Just counting

As I already mentioned in a previous post, many people get intimidated by a problem if it contains unfamiliar notation.  Indeed, even for mathematicians, it often takes some time to start feeling comfortable with new terminology and abstract concepts.  In this post I would like to get the reader to feel at home with the \({n \choose k}\) notation that I used in my first post.  Often, a good way of doing this is to think about specific objects and quantities rather than abstract ones.

So imagine you walk into an ice cream store and there are five flavors available.  You realize that you like them all equally.  How many different ice cream cones can you end up with if you only want one scoop (this is a small local shop so there is only one type of cone)? Let us denote this quantity by \({5 \choose 1}\) (pronounced "five choose one").  Clearly, \({5 \choose 1} = 5\), the number of flavors.  Your friend, on the other hand (did I mention you brought five friends with you?), wants two scoops on her cone, not both of the same flavor.  How many different cones can she end up with (two cones are the same if they contain the same flavors)?  We can compute this quantity, denoted by \({5 \choose 2}\) ("five choose two"), by noting that she has five choices for the first flavor and four choices for the second one (given the first choice).  Now $5 \times 4=20$, but we have over-counted because by choosing pistachio first and strawberry second she ends up with the same cone as if she chose strawberry first and pistachio second.  Hence, we need to divide by 2, and so ${5 \choose 2} = 10$.  Now your second friend wants exactly three scoops, all of distinct flavors.  We can compute this in a similar fashion, or we can just observe that choosing three flavors is equivalent to 'not choosing' two flavors.  Hence, ${5 \choose 3} = {5 \choose 2} = 10$.  You might have already guessed that your third friend wants exactly four scoops of distinct flavors, and again observing that choosing four flavors is equivalent to not choosing one, we get ${5 \choose 4} = {5 \choose 1} = 5$.  Your fourth friend wants five scoops and your fifth friend wants zero scoops, just an empty cone.  We can trivially see that ${5 \choose 5} = {5 \choose 0} = 1$.  Luckily you have no sixth friend and so we're done with discussing ice cream!
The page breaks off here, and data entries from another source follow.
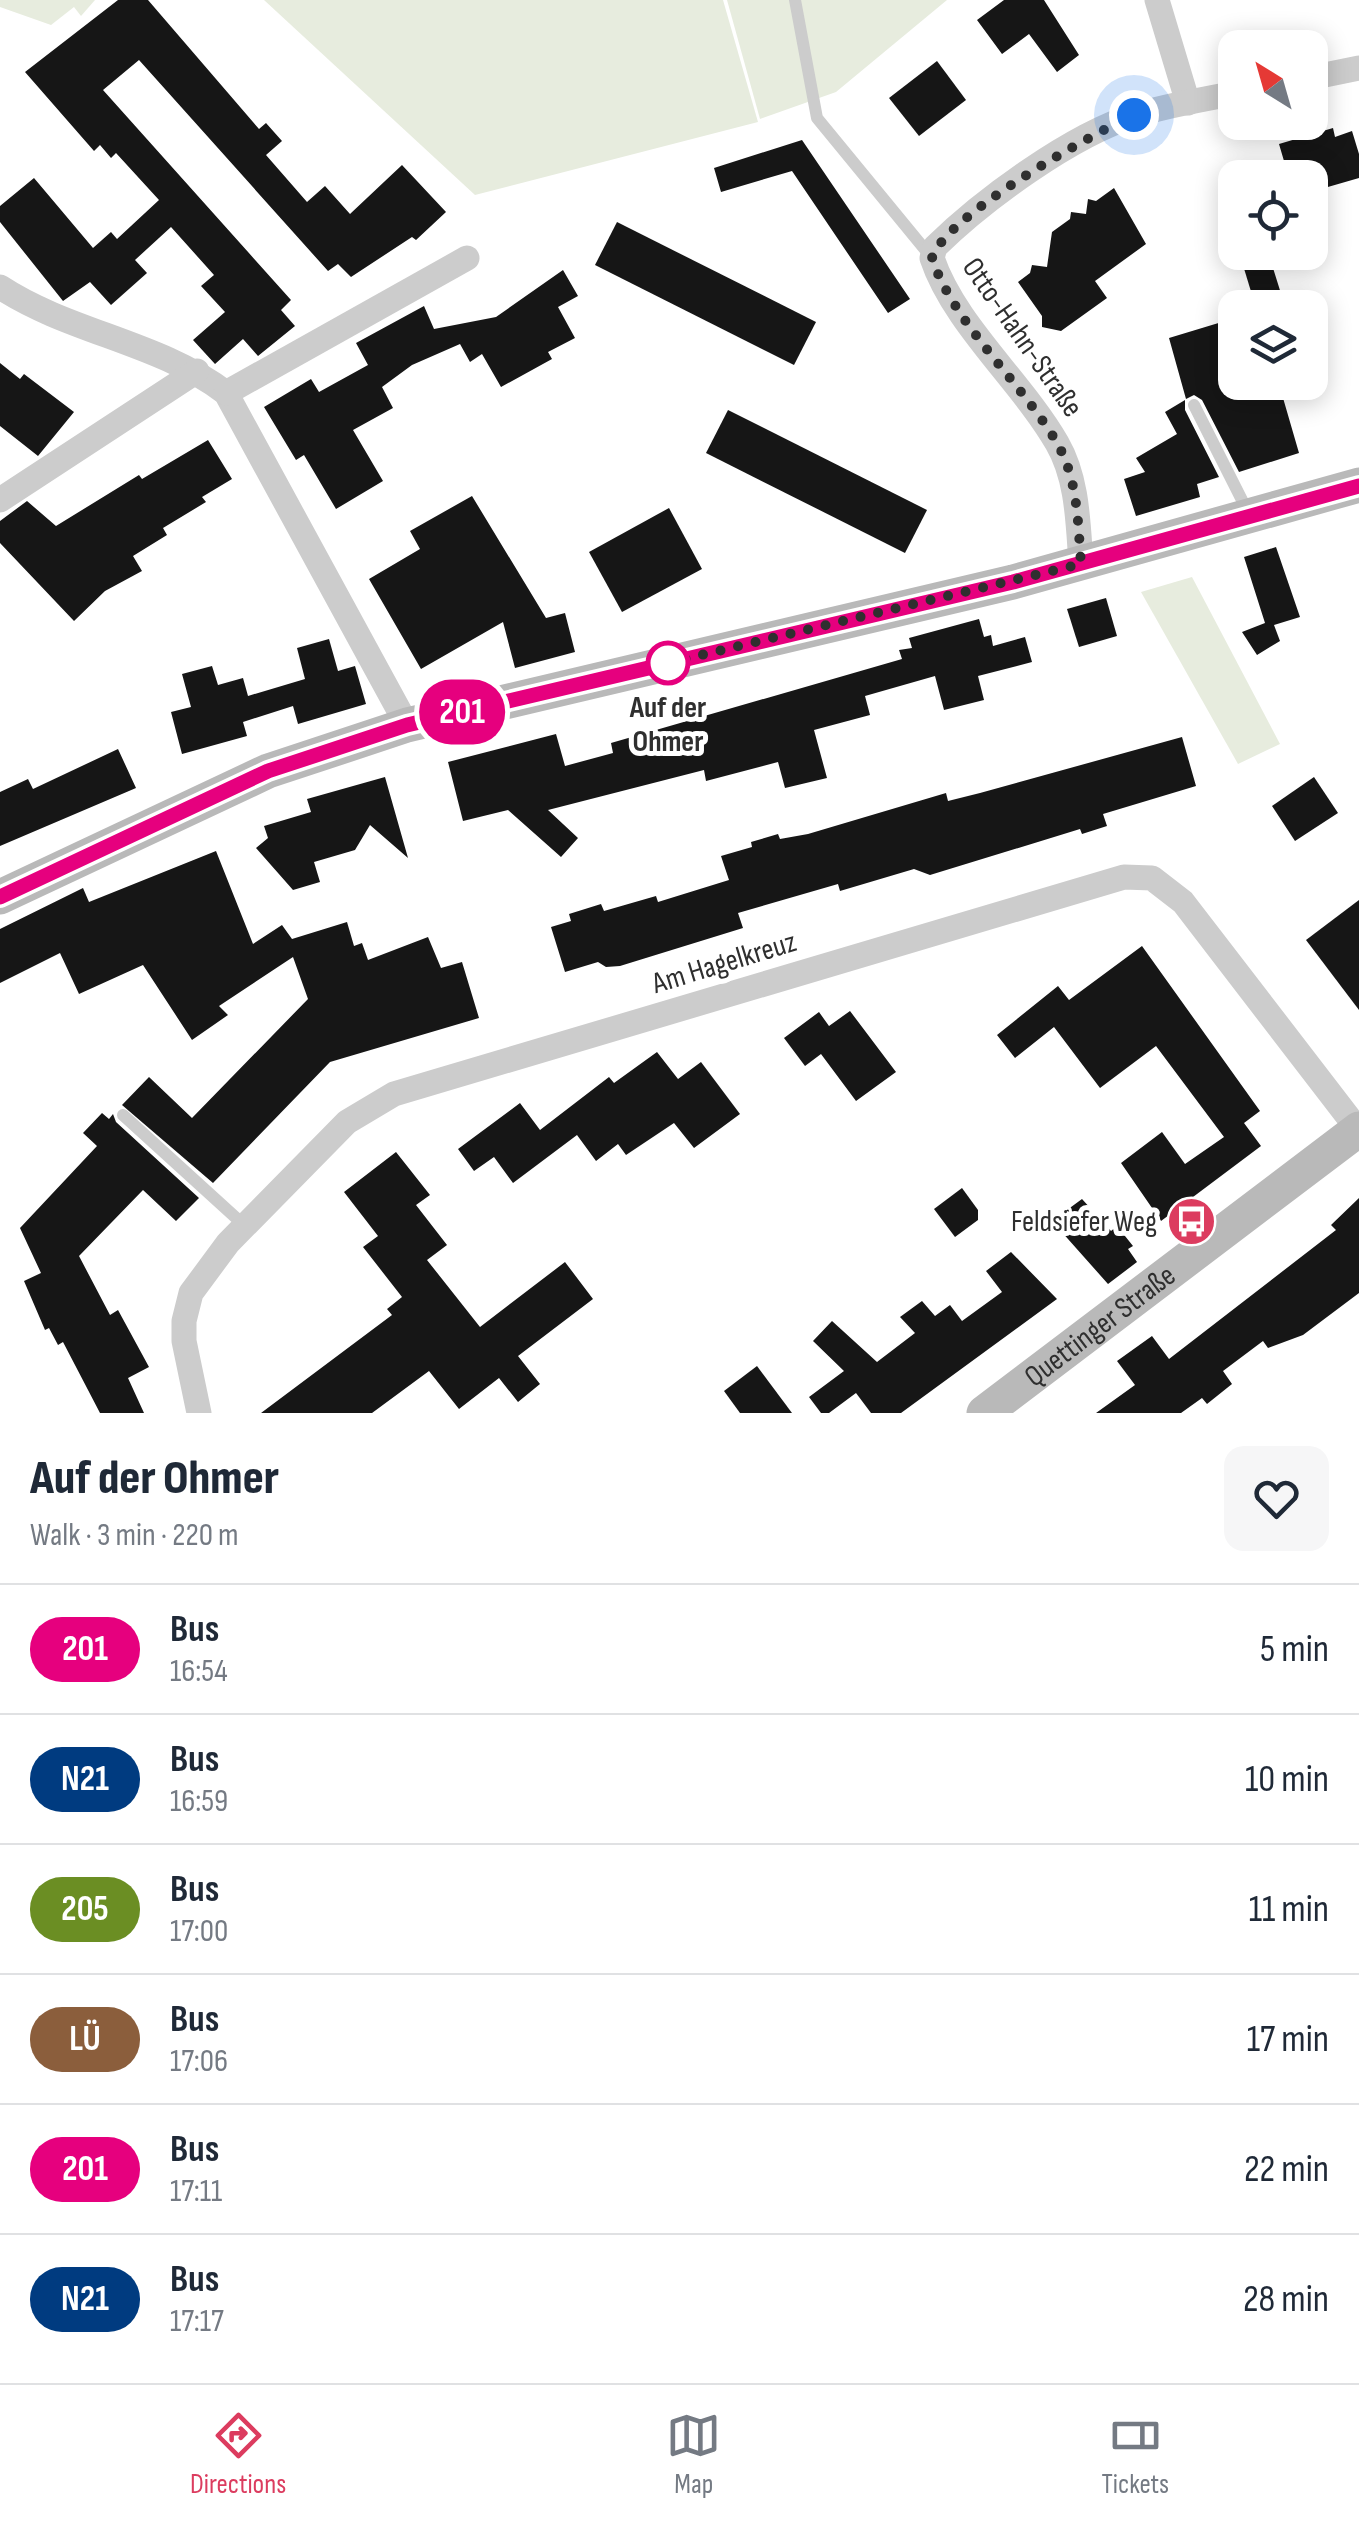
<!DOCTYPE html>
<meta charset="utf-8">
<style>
:root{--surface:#fff;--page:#f6f6f7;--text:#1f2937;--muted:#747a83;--line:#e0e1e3;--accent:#dc3c5f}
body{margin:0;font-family:"Sofia Sans Condensed",sans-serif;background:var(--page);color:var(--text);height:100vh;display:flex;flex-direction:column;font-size:38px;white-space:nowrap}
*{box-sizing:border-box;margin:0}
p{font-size:32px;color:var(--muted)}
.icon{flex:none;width:55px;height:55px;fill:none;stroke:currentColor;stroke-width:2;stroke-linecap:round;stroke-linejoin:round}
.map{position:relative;height:1413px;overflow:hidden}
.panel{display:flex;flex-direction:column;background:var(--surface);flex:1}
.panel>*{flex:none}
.badge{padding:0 20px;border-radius:32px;font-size:35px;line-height:65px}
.needle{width:65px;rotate:323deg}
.fabs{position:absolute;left:1218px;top:30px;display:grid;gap:20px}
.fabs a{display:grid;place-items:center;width:110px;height:110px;border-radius:20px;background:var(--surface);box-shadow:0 5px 25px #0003;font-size:50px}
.you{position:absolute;width:50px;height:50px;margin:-25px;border:8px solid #fff;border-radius:50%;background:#1a73e8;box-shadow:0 0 0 15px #1a73e833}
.map>.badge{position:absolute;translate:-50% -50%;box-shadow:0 0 0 5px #fff}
.round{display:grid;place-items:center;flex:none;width:105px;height:105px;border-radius:20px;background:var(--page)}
.summary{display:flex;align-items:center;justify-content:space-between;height:170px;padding:0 30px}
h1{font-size:48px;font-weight:800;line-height:75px}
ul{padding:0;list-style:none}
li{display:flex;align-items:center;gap:30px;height:130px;padding:0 30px;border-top:2px solid var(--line)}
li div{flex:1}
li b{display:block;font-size:38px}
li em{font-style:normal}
li .badge{min-width:110px;font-weight:700;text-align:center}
.tab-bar{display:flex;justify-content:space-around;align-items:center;height:140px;border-top:2px solid var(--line);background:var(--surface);font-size:28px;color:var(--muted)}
.tab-bar a{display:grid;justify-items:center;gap:5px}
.tab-bar .active{color:var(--accent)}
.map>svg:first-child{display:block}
.green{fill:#e7ecde}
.building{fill:#161616}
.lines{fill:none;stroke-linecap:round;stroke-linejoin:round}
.lane{stroke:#ccc;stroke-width:12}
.street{stroke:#ccc;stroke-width:25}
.secondary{stroke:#b9b9b9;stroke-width:35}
.line-casing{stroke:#fff;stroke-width:22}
.line{stroke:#e6007e;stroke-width:15}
.walk{stroke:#2f2f2f;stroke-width:10;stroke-dasharray:0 18}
.stop-dot{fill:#fff;stroke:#e6007e;stroke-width:5}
.labels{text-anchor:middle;stroke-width:10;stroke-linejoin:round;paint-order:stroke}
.street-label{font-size:30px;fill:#2f2f2f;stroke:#fff}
.stop-label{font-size:30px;font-weight:bold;fill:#2f2f2f;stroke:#fff}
.poi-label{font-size:30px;fill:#2f2f2f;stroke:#fff;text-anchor:end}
</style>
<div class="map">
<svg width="1359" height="1413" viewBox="0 0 1359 1413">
<rect width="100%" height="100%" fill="#fff"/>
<!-- green -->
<g class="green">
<path d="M0 0H95L81 16 74 7 51 25 0 7Z"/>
<path d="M264 0H723L758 122 475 195Z"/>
<path d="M727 0H947L836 92 760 119Z"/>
<path d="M1192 577 1280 744 1238 764 1141 592Z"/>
</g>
<!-- building -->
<g class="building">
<path d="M118 0H148L259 129 266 123 282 141 266 155 307 202 325 186 350 214 402 165 446 212 416 240 412 237 351 277 338 264 328 271 139 60 103 90 291 300 281 310 295 326 258 356 243 339 215 364 193 340 225 312 201 286 214 275 171 227 135 260 147 273 111 305 90 282 63 301 0 222V206L34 178 93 248 111 232 117 239 159 200 116 153 111 158 100 145 94 151 25 72Z"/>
<path d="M1004 0H1044L1079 55 1057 72 1029 34 1002 54 977 20Z"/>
<path d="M937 61 966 100 919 136 889 98Z"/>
<path d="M1333 128 1335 137 1352 131 1359 154V178L1314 191 1310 178H1289L1279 144Z"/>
<path d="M802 140 910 299 888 313 792 171 721 192 714 168Z"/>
<path d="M1114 188 1146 244 1095 281 1107 298 1061 331 1042 327V316L1018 282 1030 273 1032 265 1047 267 1052 232 1070 219 1071 212 1086 214 1088 199 1096 201Z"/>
<path d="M617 222 816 322 794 365 595 265Z"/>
<path d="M1239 252H1268L1283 300 1256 308Z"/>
<path d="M563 270 578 296 558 307 575 338 548 352 552 359 501 387 482 354 470 362 460 344 412 365 382 387 393 408 353 430 383 481 336 509 304 455 296 460 264 407 311 379 319 392 368 365 356 343 424 306 434 329 496 317Z"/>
<path d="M1235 318V387L1246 383 1251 400 1281 391 1299 453 1239 472 1202 400 1194 395 1186 399 1169 338Z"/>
<path d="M0 363 20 379 24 374 74 412 38 456 0 426Z"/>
<path d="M1185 400V410L1219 477 1197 484 1200 497 1136 516 1124 479 1145 472 1136 458 1177 434 1165 412Z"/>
<path d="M728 410 927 510 905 553 706 453Z"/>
<path d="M208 440 232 479 202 497 206 502 163 528 167 535 133 556 142 571 105 591 74 621 0 543V521L27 501 56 526 139 475 142 479Z"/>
<path d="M472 496 546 618 565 613 575 652 515 668 503 622 421 669 369 579 420 549 410 531Z"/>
<path d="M669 508 702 569 622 612 589 552Z"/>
<path d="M1276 547 1300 617 1274 625 1280 641 1257 655 1242 632 1265 623 1244 557Z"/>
<path d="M1106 598 1117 636 1079 647 1067 609Z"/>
<path d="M979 619 984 637 991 635 993 646 1025 637 1032 662 978 676 984 700 944 710 935 676 865 696 870 715 814 730 827 778 785 788 778 762 706 781 704 770 548 810 578 838 561 857 508 810 463 821 448 762 556 734 565 766 613 753 611 743 902 659 899 650 912 648 909 638Z"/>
<path d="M329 639 338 671 355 666 366 704 298 724 293 706 243 722 247 736 182 754 171 712 191 707 182 674 212 666 218 685 243 678 248 696 305 679 297 648Z"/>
<path d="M1182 737 1196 786 1103 814 1107 826 1082 834 1080 829 930 875 914 869 840 891 838 884 738 913 743 928 620 966 606 967 598 962 565 972 551 927 571 921 569 914 601 904 604 911 656 896 658 902 729 880 721 856 752 847 751 842 778 834 780 839 808 834 946 793 948 801 980 793Z"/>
<path d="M118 749 136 788 0 846V792L28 779 33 789Z"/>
<path d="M385 777 408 858 370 825 355 850 314 862 320 882 293 890 256 848 268 838 264 826 311 812 307 799Z"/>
<path d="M1314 777 1338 813 1295 841 1272 806Z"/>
<path d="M216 851 253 944 282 925 292 939 347 922 354 946 362 943 368 960 428 937 441 968 462 962 479 1018 330 1062 213 1183 122 1105 149 1077 192 1118 308 999 293 957 219 1006 228 1015 192 1040 143 965 79 994 60 953 0 983V929L83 888 89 902Z"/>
<path d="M1359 900V1010L1306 940Z"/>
<path d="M1142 946 1260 1111 1244 1123 1261 1146 1161 1221 1121 1163 1162 1132 1185 1164 1224 1137 1156 1046 1100 1088 1054 1027 1015 1058 997 1035 1058 986 1069 1000Z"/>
<path d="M850 1011 896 1072 856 1101 821 1054 805 1066 784 1038 819 1012 829 1026Z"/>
<path d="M657 1052 678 1079 701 1062 740 1114 694 1148 674 1123 626 1155 618 1144 596 1161 577 1135 513 1183 494 1157 474 1171 458 1149 520 1103 540 1130 609 1077 614 1083Z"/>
<path d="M102 1113 109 1119 113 1114 116 1122 199 1198 176 1221 143 1190 79 1256 110 1315 118 1310 149 1367 128 1378 144 1413H100L63 1342 58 1345 49 1328 45 1330 24 1281 41 1273 20 1228 97 1146 83 1133Z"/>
<path d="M396 1152 430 1195 416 1205 447 1245 427 1260 480 1327 565 1262 593 1299 518 1356 540 1384 518 1402 499 1378 459 1409 429 1371 372 1413H261L392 1315 387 1309 402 1297 363 1247 378 1236 344 1192Z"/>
<path d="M962 1188 978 1210V1220L955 1237 934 1209Z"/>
<path d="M1359 1198V1293L1303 1335 1268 1348 1263 1341 1223 1371 1232 1384 1207 1404 1202 1398 1181 1413H1096L1135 1385 1117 1361 1152 1336 1169 1359 1336 1230 1331 1225Z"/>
<path d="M1082 1199 1111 1231 1117 1226 1133 1246 1128 1249 1137 1262 1108 1284 1052 1221Z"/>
<path d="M1011 1252 1057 1299 901 1413H871L856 1393 829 1413H821L809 1397 844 1371 813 1341 832 1321 877 1362 915 1333 900 1317 922 1301 935 1316 950 1305 962 1321 1002 1292 986 1271Z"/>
<path d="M757 1366 792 1413H740L724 1391Z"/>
</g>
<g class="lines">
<!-- lane -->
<g class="lane">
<path d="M795 0 817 118 932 258"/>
<path d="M1194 405 1249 514"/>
<path d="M123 1115 245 1226"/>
</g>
<!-- street -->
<g class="street">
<path d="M1157 0 1188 103"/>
<path d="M1310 78 1359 68"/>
<path d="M0 287C70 333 159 342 226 393L407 725"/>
<path d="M226 393 467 258"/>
<path d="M0 500 197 371"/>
<path d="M1081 564C1078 524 1078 479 1057 443 1022 382 954 324 932 258L935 247C983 200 1071 135 1136 115 1168 105 1202 100 1235 93"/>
<path d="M199 1413 184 1341V1321L191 1293 228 1243 347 1122 394 1094 1124 877 1152 878 1183 902 1359 1131"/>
</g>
<!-- secondary -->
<g class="secondary">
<path d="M0 897 268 771 407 725 1013 582 1359 485"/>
<path id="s1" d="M984 1413 1359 1129"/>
</g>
</g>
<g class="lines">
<defs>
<path id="line" d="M0 897 268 771 407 725 1013 582 1359 486"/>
</defs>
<!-- line casing -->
<use href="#line" class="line-casing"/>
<!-- line -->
<use href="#line" class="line"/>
<!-- walk -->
<path class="walk" d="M668 663 1081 564C1078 524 1078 479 1057 443 1022 383 953 323 932 258 945 216 1092 134 1134 115"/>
</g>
<!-- icons -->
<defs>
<symbol id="bus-disc" viewBox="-11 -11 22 22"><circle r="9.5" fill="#dc3c5f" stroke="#fff"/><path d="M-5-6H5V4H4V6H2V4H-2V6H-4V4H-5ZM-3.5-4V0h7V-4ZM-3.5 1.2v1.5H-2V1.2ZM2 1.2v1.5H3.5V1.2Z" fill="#fff"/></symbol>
</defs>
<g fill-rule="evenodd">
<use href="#bus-disc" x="1164" y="1194" width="55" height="55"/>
</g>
<!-- markers -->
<circle class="stop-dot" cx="668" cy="663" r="20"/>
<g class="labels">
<!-- street labels -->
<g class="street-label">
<text transform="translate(1023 337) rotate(55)" y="10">Otto-Hahn-Straße</text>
<text transform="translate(724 962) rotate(-17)" y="10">Am Hagelkreuz</text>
<text dy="10" stroke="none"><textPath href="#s1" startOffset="145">Quettinger Straße</textPath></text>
</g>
<!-- stop labels -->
<g class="stop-label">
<text x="668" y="717">Auf der<tspan x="668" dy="34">Ohmer</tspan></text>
</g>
<!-- poi labels -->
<g class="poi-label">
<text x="1157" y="1231">Feldsiefer Weg</text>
</g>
</g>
</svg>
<div class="fabs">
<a><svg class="needle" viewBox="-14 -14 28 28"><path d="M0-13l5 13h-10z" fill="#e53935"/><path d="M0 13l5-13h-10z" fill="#747a83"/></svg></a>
<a><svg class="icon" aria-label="locate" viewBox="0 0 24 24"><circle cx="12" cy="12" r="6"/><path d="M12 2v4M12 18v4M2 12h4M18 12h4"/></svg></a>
<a><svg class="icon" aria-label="layers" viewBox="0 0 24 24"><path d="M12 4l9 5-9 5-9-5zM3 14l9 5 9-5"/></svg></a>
</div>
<div class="you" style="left:1134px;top:115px"></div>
<b class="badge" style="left:462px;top:712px;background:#e6007e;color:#fff">201</b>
</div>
<section class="panel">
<div class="summary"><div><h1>Auf der Ohmer</h1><p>Walk · 3 min · 220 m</p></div><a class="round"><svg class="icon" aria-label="heart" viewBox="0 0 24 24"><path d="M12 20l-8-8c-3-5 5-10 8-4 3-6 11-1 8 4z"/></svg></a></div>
<ul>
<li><span class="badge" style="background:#e6007e;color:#fff">201</span><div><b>Bus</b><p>16:54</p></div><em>5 min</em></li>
<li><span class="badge" style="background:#003b80;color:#fff">N21</span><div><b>Bus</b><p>16:59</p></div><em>10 min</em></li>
<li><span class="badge" style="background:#6b8e23;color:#fff">205</span><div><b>Bus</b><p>17:00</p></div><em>11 min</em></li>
<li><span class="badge" style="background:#8b5e3c;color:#fff">LÜ</span><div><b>Bus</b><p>17:06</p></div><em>17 min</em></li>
<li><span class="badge" style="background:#e6007e;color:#fff">201</span><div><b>Bus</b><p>17:11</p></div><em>22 min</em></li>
<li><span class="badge" style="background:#003b80;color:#fff">N21</span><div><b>Bus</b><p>17:17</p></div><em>28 min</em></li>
</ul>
</section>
<nav class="tab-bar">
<a class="active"><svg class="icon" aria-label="directions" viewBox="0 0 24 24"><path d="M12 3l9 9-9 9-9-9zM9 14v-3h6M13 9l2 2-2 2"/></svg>Directions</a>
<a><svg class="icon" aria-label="map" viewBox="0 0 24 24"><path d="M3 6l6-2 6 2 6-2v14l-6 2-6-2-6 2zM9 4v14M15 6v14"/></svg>Map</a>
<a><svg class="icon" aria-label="tickets" viewBox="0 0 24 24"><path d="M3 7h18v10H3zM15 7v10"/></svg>Tickets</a>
</nav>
Now there is nothing special about ice cream or the number five here.  In general, ${n \choose k}$ denotes the number of ways we can select $k$ elements from a set of $n$ elements.  I would like to finish this post by making another attempt at explaining the formula from my first post: \[{n \choose k} = {n-1 \choose k} + {n-1 \choose k-1}.\]

Again, we do this by considering a specific scenario and concrete numbers.  Five thousand students applied to university Uni (it's a very small school) and the size of the freshman class is to be one thousand.  Uni accepts its students completely by lottery.  The question is how many different freshman classes can they end up with?  In our notation from above, this is \({5000 \choose 1000}\).  Now Stu is one of the students who applied to Uni.  Every possible freshman class will either contain Stu or not contain him.  The total number of possible classes is the number of possible classes that contain Stu plus the number that do not contain him.  The number of possible classes that do not contain Stu is ${4999 \choose 1000}$ because we want a class of 1000 students and we are choosing from everyone minus Stu.  The number of possible classes that contain Stu is ${4999 \choose 999}$ since we need to choose 999 from everyone minus Stu.  Hence, \[{5000 \choose 1000} = {4999 \choose 1000} + {4999 \choose 999}.\]  Now replace 5000 by $n$ and 1000 by $k$!